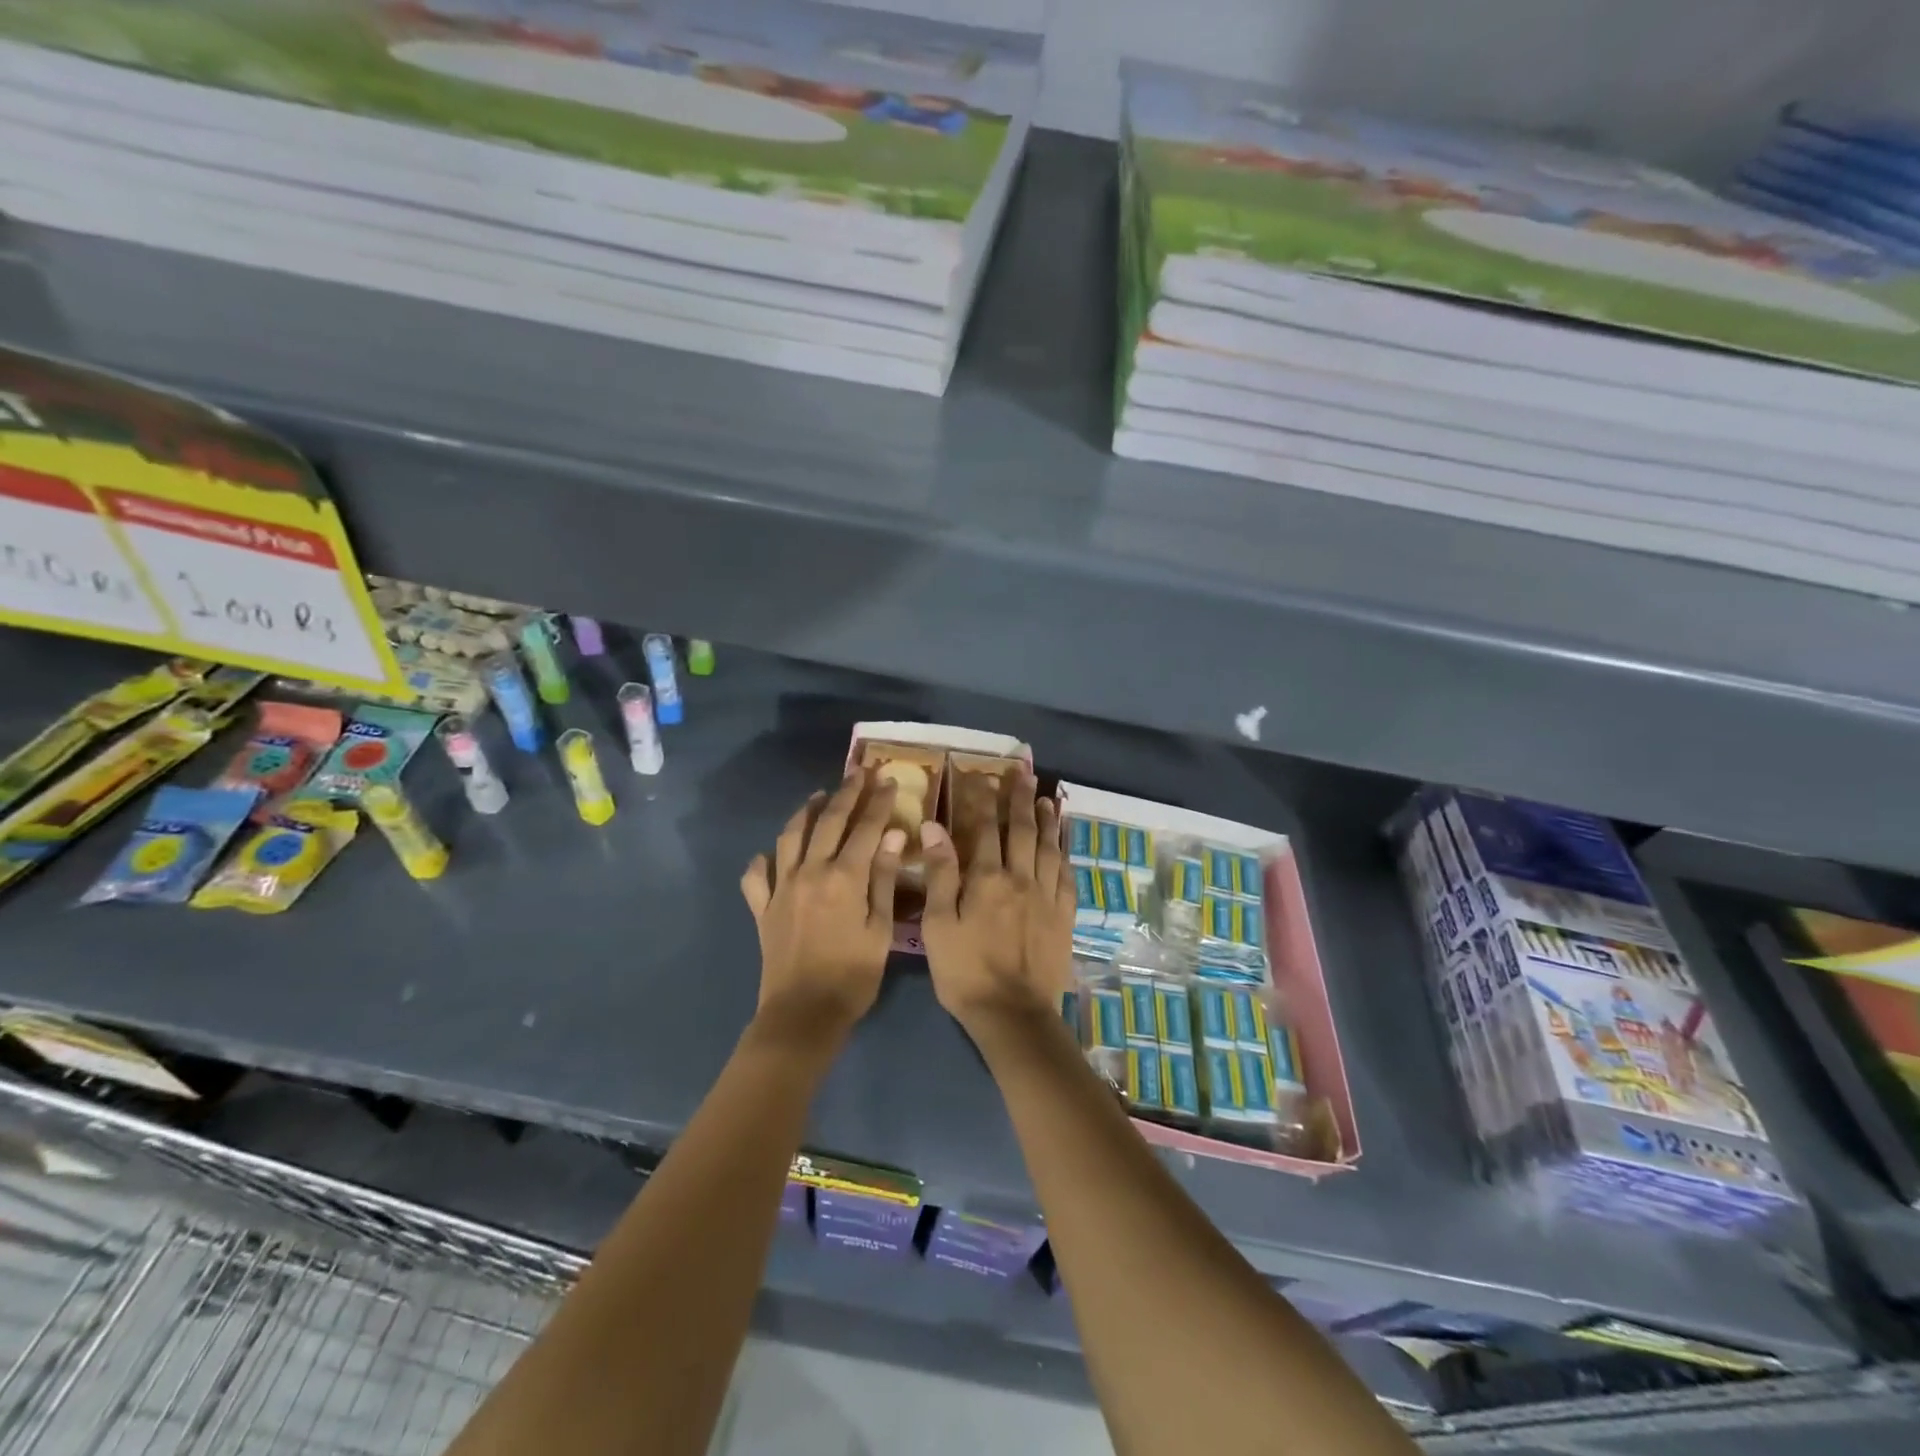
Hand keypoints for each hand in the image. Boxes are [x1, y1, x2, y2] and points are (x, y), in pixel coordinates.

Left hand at [741, 771, 905, 1036]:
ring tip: (819, 796)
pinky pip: (757, 875)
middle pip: (829, 822)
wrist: (803, 1015)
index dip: (879, 801)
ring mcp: (781, 888)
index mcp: (844, 878)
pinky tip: (771, 854)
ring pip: (790, 836)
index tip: (888, 779)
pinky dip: (764, 860)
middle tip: (859, 772)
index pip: (865, 827)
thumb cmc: (852, 976)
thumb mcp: (880, 930)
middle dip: (847, 793)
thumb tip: (893, 834)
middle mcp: (810, 872)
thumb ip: (883, 879)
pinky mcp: (762, 908)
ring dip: (807, 812)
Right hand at [919, 770, 1073, 1034]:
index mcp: (988, 878)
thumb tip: (934, 827)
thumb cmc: (965, 971)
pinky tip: (1064, 846)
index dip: (981, 798)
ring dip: (1048, 820)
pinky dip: (1065, 854)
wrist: (1013, 1014)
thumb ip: (940, 874)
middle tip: (1023, 773)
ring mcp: (1047, 897)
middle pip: (1022, 829)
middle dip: (1021, 798)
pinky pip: (1067, 876)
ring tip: (1047, 799)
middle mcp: (1021, 878)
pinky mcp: (1064, 916)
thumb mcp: (938, 924)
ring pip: (1049, 848)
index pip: (984, 827)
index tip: (979, 775)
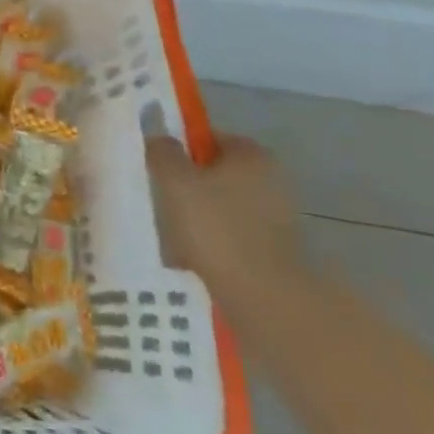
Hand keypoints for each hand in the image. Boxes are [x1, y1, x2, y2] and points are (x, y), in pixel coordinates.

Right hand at [148, 134, 309, 311]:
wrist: (265, 297)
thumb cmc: (216, 228)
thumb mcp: (175, 181)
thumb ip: (163, 152)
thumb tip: (159, 138)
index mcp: (251, 154)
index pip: (207, 137)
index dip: (179, 149)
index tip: (157, 168)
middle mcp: (270, 178)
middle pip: (215, 172)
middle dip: (188, 184)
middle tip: (159, 199)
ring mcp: (277, 215)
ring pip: (222, 204)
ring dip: (199, 214)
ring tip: (172, 232)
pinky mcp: (276, 248)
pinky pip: (232, 233)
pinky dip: (213, 240)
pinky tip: (193, 256)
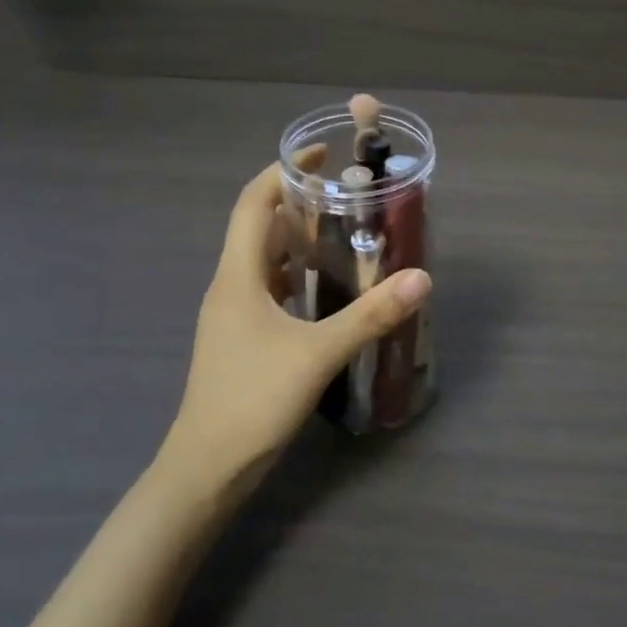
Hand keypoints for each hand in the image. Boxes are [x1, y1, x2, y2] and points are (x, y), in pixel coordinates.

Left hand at [162, 155, 430, 489]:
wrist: (205, 471)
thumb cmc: (252, 401)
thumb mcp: (318, 354)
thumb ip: (371, 315)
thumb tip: (421, 278)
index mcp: (237, 277)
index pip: (252, 204)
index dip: (281, 171)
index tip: (320, 155)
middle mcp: (231, 286)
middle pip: (259, 227)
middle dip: (299, 203)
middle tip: (348, 197)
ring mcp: (234, 315)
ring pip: (265, 260)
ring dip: (299, 240)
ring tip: (345, 233)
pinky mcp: (243, 338)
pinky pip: (270, 289)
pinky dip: (297, 275)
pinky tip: (329, 288)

_EXERCISE INSTRUCTIONS:_ Using the material above, print word for word the lines from the one holding "index mcp: (237, 277)" through the last line.

_RESPONSE FOR THIS EXERCISE:_
index mcp: (237, 277)
index pip: (252, 204)
index dip: (281, 171)
index tip: (320, 155)
middle mcp: (231, 286)
middle pip: (259, 227)
middle dip: (299, 203)
middle tip: (348, 197)
ring mcp: (234, 315)
ring pip: (265, 260)
ring dip: (299, 240)
ring tip: (345, 233)
pinky mcp: (243, 338)
pinky pip: (270, 289)
pinky dip: (297, 275)
pinky tip: (329, 288)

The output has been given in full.